■ Exercise: Transcribe the entries exactly. Omit the pictures.

■ Landmark coordinate records:
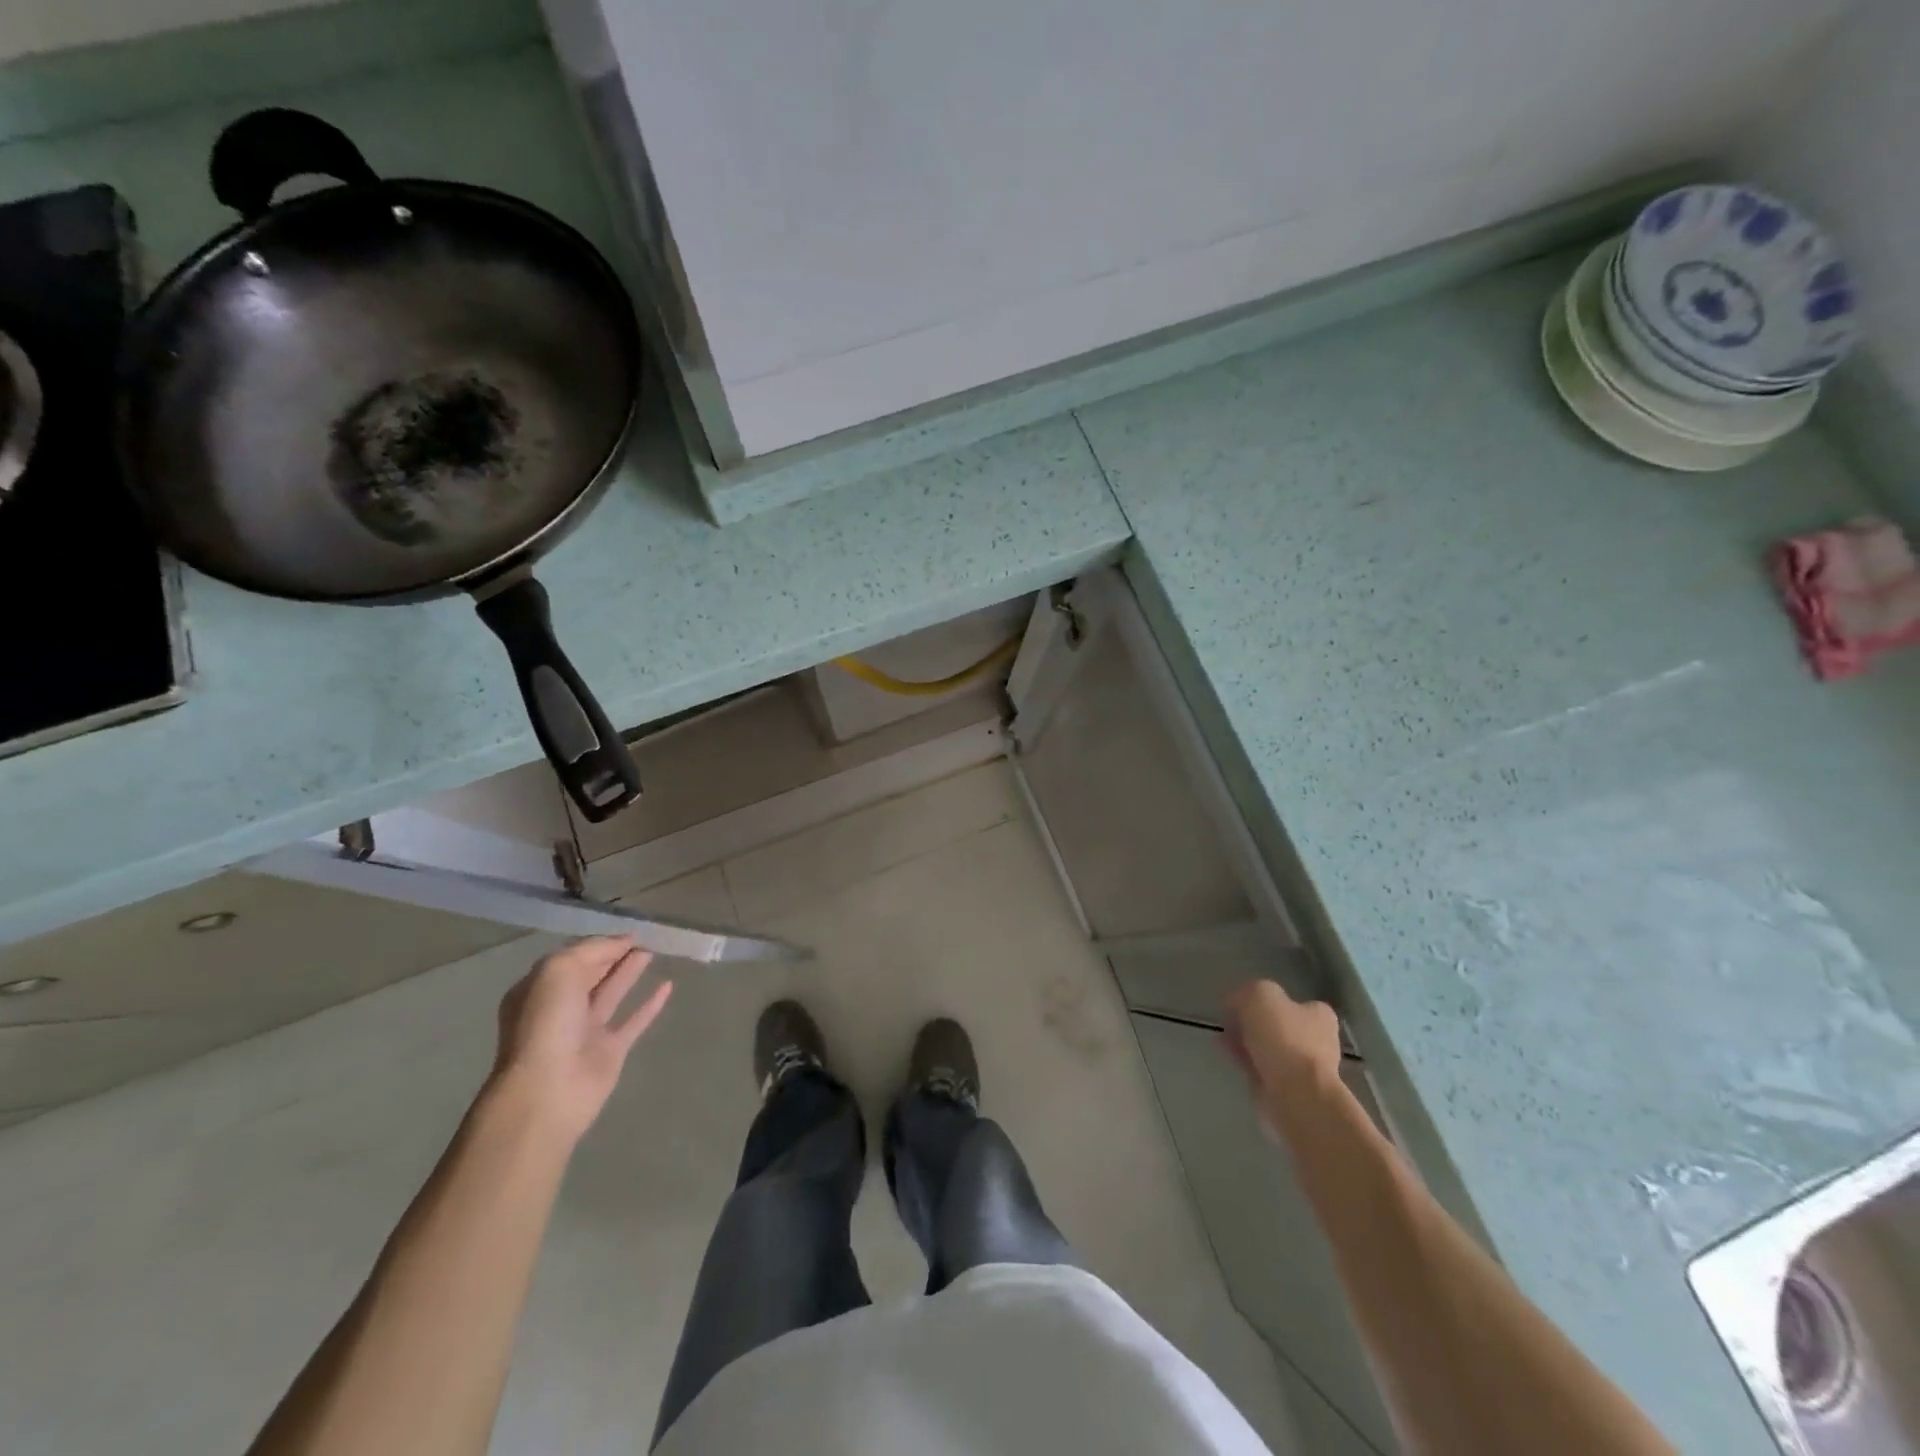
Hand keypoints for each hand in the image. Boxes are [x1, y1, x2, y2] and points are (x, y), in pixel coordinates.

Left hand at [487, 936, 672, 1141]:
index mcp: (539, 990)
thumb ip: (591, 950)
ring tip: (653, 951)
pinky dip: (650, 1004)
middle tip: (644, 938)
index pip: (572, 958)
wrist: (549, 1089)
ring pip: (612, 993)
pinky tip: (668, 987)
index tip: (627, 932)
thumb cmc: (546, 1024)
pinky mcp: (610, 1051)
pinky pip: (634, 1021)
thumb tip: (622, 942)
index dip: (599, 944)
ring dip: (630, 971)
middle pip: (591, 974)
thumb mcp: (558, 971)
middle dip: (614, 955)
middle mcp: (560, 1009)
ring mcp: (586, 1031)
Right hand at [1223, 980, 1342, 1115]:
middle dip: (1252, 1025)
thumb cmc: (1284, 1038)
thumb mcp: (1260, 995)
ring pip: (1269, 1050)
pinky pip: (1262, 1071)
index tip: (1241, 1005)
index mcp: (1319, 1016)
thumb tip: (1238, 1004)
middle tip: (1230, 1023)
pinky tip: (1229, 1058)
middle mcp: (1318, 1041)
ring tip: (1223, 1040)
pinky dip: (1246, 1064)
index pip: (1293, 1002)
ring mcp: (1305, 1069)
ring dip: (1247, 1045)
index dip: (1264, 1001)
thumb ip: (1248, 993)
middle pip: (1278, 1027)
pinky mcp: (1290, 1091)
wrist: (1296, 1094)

■ Answer section:
Hand keypoints for each hand in the image. Boxes are [x1, y1, x2, y2] and points are (x, y), in pixel coordinates.

Left hand at [487, 936, 672, 1141]:
index mcp: (539, 990)
thumb ip: (591, 950)
ring tip: (653, 951)
pinky dip: (650, 1004)
middle tip: (644, 938)
index pip: (572, 958)
wrist: (549, 1089)
ring pip: (612, 993)
pinky tip: (668, 987)
index tip: (627, 932)
thumb cmc: (546, 1024)
pinky mcp: (610, 1051)
pinky pip: (634, 1021)
thumb tip: (622, 942)
index dip: (599, 944)
ring dip: (630, 971)
middle pip: (591, 974)
thumb mcp: (558, 971)
middle dip: (614, 955)
middle mcp: (560, 1009)
ring mcp: (586, 1031)
Right hand at [1223, 980, 1342, 1115]:
middle dip: (1252, 1025)
thumb cmc: (1284, 1038)
thumb mcp: (1260, 995)
ring pip: (1269, 1050)
pinky pip: (1262, 1071)
index tip: (1241, 1005)
index mcp: (1319, 1016)
thumb tip: (1238, 1004)
middle tip: (1230, 1023)
pinky tip: (1229, 1058)
middle mcp: (1318, 1041)
ring tip: (1223, 1040)
pinky dip: (1246, 1064)
index pip: (1293, 1002)
ring mcp: (1305, 1069)
ring dip: (1247, 1045)
index dip: (1264, 1001)
thumb ip: (1248, 993)
middle pip: (1278, 1027)
pinky mcp: (1290, 1091)
wrist: (1296, 1094)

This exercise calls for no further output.